Dominance of Electron-Magnon Scattering in Itinerant Ferromagnet Fe3GeTe2

TL;DR

This study reveals that electron-magnon scattering predominantly influences the electrical and Hall transport properties in Fe3GeTe2, a 2D ferromagnetic material, clarifying its role in anomalous Hall effects and magnetoresistance behaviors.

Contribution

It demonstrates that electron-magnon scattering is the main mechanism affecting transport properties in Fe3GeTe2, challenging the idea that topological band structure is responsible.

Findings

Quadratic resistivity below Curie temperature indicates electron-magnon scattering dominance.

Non-saturating positive MR at low T with magnetic field parallel to plane.
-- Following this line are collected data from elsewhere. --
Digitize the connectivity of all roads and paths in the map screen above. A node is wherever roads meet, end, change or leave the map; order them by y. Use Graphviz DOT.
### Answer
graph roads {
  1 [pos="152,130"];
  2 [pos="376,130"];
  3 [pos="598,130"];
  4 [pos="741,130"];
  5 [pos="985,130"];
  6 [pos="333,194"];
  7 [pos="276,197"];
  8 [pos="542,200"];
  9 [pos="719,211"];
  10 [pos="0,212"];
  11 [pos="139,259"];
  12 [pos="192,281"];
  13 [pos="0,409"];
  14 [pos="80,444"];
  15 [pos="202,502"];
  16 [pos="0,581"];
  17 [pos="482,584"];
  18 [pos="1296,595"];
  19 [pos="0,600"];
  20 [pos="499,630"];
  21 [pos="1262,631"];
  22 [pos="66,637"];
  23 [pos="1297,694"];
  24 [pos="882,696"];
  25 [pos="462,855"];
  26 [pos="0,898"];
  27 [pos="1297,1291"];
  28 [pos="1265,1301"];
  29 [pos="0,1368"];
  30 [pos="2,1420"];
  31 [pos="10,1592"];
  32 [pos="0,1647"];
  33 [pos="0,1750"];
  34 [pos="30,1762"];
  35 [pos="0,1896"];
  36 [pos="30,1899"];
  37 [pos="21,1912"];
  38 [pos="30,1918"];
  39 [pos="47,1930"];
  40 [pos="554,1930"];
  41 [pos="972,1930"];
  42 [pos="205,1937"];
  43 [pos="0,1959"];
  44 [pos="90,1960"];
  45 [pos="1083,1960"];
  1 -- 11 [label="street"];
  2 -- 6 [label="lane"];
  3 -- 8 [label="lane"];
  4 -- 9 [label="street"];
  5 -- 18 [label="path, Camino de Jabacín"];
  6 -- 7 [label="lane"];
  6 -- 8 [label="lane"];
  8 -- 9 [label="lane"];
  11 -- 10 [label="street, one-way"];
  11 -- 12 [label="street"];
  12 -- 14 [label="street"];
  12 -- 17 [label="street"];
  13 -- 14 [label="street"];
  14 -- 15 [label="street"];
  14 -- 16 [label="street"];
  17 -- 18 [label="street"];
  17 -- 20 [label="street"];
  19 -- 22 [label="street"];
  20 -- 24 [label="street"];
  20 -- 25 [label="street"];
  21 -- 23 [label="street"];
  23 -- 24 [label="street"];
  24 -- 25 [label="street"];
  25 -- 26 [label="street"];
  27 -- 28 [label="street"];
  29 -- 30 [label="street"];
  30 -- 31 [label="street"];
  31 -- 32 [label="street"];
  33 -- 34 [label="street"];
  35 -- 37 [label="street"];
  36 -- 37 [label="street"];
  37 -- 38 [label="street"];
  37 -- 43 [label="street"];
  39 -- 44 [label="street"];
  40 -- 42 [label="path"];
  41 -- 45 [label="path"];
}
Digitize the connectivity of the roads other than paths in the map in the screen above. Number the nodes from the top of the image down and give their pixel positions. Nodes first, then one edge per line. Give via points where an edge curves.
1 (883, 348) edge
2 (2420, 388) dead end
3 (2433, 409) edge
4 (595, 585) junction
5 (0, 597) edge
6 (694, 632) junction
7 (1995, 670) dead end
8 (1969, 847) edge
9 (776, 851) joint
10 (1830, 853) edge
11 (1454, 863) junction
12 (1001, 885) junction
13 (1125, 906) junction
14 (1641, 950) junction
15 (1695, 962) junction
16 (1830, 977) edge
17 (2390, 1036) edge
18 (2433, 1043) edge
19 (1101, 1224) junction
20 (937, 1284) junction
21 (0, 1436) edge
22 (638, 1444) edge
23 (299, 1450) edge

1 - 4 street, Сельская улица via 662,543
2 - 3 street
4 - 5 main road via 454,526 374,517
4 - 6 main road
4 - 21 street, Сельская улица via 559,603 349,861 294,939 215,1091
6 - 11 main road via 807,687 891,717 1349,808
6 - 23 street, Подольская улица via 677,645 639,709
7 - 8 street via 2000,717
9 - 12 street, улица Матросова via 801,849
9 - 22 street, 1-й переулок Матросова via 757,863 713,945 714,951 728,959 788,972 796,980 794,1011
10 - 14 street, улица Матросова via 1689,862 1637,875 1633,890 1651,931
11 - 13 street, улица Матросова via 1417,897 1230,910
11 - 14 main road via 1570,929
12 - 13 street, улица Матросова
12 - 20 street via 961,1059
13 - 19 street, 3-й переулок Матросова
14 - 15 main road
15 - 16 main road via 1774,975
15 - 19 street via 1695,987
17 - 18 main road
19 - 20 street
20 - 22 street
Linear negative MR at high fields below TC supports magnon suppression.

Abstract

Fe3GeTe2 is a 2-dimensional van der Waals material exhibiting itinerant ferromagnetism upto 230 K. Here, we study aspects of scattering mechanism in Fe3Ge2Te2 single crystals via resistivity, magneto-transport and Hall effect measurements. The quadratic temperature dependence of electrical resistivity below the Curie temperature hints towards the dominance of electron-magnon scattering. A non-saturating positive magnetoresistance (MR) is observed at low temperatures when the magnetic field is applied parallel to the sample plane. The linear negative MR at high fields for T < TC corroborates to the suppression in magnon population due to the damping of spin waves. In the high temperature regime T > TC,MR can be described by the scattering from spin fluctuations using the model described by Khosla and Fischer. Isothermal Hall resistivity curves unveil the presence of anomalous Hall resistivity. Correlation between MR and side jump mechanism further reveals that the electron-magnon scattering is responsible for the side jump contribution to the anomalous Hall effect. Our results provide a clear understanding of the role of electron-magnon scattering on anomalous Hall effect that rules out its origin to be the topological band structure.